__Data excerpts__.
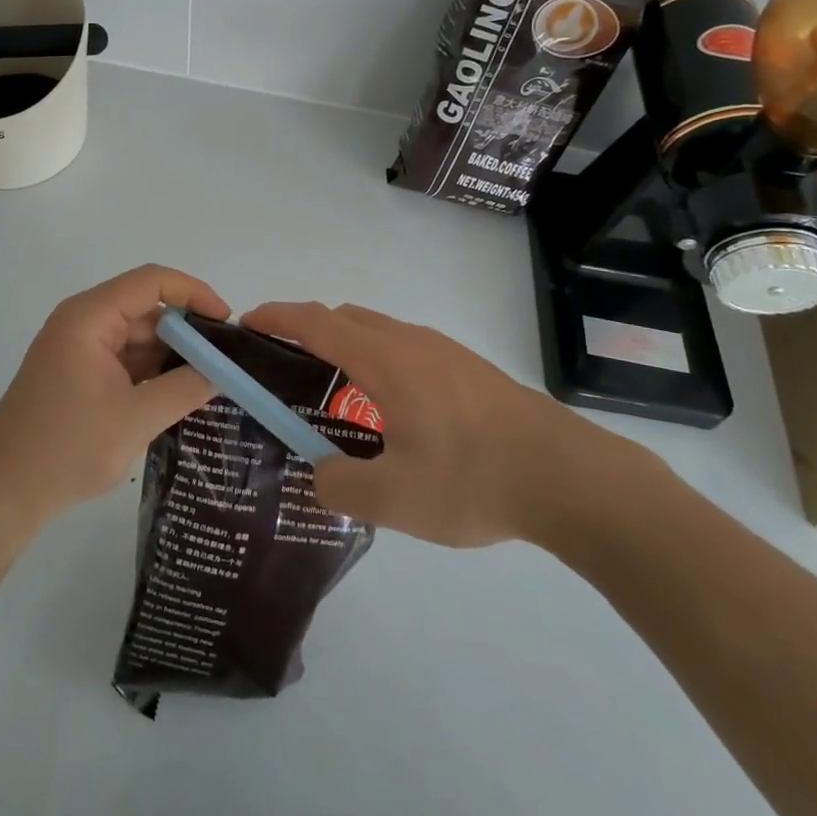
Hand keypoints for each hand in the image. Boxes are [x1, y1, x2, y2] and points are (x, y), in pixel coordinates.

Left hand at [0, 265, 227, 536]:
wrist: (2, 493)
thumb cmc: (67, 447)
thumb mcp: (137, 418)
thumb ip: (186, 388)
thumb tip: (225, 370)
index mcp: (90, 317)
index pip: (152, 281)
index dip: (194, 293)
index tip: (226, 321)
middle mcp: (83, 321)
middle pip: (146, 308)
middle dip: (187, 330)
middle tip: (226, 357)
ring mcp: (79, 348)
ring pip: (138, 336)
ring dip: (171, 354)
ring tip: (212, 377)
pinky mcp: (78, 373)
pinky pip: (125, 358)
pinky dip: (152, 371)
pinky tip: (180, 393)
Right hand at [241, 301, 651, 548]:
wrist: (570, 476)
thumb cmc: (473, 479)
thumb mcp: (394, 498)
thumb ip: (340, 486)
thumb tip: (319, 472)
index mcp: (384, 359)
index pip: (315, 322)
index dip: (276, 317)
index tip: (246, 323)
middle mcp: (409, 341)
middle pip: (344, 317)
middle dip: (307, 330)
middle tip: (285, 367)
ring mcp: (443, 350)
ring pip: (378, 330)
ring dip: (346, 346)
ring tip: (336, 395)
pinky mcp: (468, 367)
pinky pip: (405, 347)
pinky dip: (377, 359)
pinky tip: (393, 411)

__Goal of the exercise__. Take the line that contains "index dip: (276, 317)" and each line after it down to the last of the records, and retype them exactly; add nothing else.

__Written answer__.
index dip: (276, 317)
index tip: (246, 323)
middle mcp: (409, 341)
middle pip: (344, 317)
middle dip: (307, 330)
middle tip: (285, 367)
ring mcp: (443, 350)
ring pip: (378, 330)
ring dip: (346, 346)
ring tip: (336, 395)
pinky mcp: (468, 367)
pinky pip: (405, 347)
pinky dip: (377, 359)
pinky tip: (393, 411)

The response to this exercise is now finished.